- _Assignment_
The string "Sokak" may appear on lines of the entries below; report how many such lines there are, and only that.

[Stored data entries]
---------------

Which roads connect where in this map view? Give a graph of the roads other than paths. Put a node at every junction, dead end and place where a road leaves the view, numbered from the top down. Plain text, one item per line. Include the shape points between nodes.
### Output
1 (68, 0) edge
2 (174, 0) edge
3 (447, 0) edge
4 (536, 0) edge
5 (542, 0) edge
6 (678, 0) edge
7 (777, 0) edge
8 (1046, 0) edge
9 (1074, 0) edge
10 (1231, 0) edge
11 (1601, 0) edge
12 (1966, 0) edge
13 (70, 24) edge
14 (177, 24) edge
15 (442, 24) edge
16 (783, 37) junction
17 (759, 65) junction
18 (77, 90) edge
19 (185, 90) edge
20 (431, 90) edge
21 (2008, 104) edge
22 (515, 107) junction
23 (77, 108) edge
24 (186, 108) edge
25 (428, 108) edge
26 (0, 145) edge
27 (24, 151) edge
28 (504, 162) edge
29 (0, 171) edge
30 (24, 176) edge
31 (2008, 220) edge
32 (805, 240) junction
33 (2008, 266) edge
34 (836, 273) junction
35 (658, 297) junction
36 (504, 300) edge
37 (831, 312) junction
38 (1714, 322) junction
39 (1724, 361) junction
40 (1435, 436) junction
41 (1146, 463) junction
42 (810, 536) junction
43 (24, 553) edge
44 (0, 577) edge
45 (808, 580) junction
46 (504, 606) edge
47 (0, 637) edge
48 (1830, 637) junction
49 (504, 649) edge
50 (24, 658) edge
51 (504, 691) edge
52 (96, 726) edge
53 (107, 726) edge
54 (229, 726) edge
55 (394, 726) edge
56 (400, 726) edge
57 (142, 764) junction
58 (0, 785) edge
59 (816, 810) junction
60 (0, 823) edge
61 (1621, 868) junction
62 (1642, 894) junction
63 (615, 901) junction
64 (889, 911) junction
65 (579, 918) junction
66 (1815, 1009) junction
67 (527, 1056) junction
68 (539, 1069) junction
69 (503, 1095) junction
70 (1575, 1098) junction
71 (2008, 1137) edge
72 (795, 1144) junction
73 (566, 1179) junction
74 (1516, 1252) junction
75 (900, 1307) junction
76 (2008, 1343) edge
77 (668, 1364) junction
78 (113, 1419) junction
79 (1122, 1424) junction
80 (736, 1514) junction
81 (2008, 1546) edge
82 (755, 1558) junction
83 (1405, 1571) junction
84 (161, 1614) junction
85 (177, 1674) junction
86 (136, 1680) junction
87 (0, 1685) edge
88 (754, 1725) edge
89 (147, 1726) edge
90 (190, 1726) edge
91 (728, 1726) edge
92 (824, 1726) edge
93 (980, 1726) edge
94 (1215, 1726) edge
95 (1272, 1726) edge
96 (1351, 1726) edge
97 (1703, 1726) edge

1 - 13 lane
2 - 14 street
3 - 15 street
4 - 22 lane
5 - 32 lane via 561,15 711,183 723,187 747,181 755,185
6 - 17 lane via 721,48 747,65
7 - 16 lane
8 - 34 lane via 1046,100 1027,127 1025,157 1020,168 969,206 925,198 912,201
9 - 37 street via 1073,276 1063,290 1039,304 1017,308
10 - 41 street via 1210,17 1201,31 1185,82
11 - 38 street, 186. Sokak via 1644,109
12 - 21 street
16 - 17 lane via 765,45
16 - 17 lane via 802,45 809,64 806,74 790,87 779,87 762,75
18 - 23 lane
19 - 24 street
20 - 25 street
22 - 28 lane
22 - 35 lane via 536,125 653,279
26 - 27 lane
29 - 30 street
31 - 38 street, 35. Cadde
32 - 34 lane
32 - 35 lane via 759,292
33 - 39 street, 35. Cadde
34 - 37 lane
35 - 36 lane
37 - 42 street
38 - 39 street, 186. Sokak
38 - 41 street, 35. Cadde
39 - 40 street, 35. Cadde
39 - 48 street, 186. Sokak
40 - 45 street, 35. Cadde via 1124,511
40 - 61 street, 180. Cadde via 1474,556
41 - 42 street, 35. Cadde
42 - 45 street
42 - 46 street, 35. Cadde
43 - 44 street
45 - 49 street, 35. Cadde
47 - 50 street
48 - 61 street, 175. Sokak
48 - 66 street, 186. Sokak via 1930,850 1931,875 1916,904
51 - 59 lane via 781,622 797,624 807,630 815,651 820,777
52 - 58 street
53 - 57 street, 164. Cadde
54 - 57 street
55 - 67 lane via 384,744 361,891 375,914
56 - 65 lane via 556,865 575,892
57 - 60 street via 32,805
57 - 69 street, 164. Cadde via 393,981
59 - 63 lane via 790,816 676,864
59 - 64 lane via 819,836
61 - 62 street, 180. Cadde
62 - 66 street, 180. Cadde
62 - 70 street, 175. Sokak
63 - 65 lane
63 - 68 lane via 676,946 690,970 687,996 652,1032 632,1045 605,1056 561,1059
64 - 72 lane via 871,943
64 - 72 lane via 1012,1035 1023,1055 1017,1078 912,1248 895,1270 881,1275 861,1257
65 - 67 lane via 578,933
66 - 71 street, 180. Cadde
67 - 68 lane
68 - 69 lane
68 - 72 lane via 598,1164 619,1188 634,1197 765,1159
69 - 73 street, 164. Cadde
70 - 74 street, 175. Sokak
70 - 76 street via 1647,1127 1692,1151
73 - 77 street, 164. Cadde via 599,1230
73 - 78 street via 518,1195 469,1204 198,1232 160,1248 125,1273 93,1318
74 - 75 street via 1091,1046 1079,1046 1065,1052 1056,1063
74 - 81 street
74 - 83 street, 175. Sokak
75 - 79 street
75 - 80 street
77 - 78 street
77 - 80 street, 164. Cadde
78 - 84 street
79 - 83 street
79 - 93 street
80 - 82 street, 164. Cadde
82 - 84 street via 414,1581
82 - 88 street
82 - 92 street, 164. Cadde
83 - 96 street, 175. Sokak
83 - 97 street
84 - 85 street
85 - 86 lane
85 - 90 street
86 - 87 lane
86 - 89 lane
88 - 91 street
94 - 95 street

---------------

- _Exercise response_
9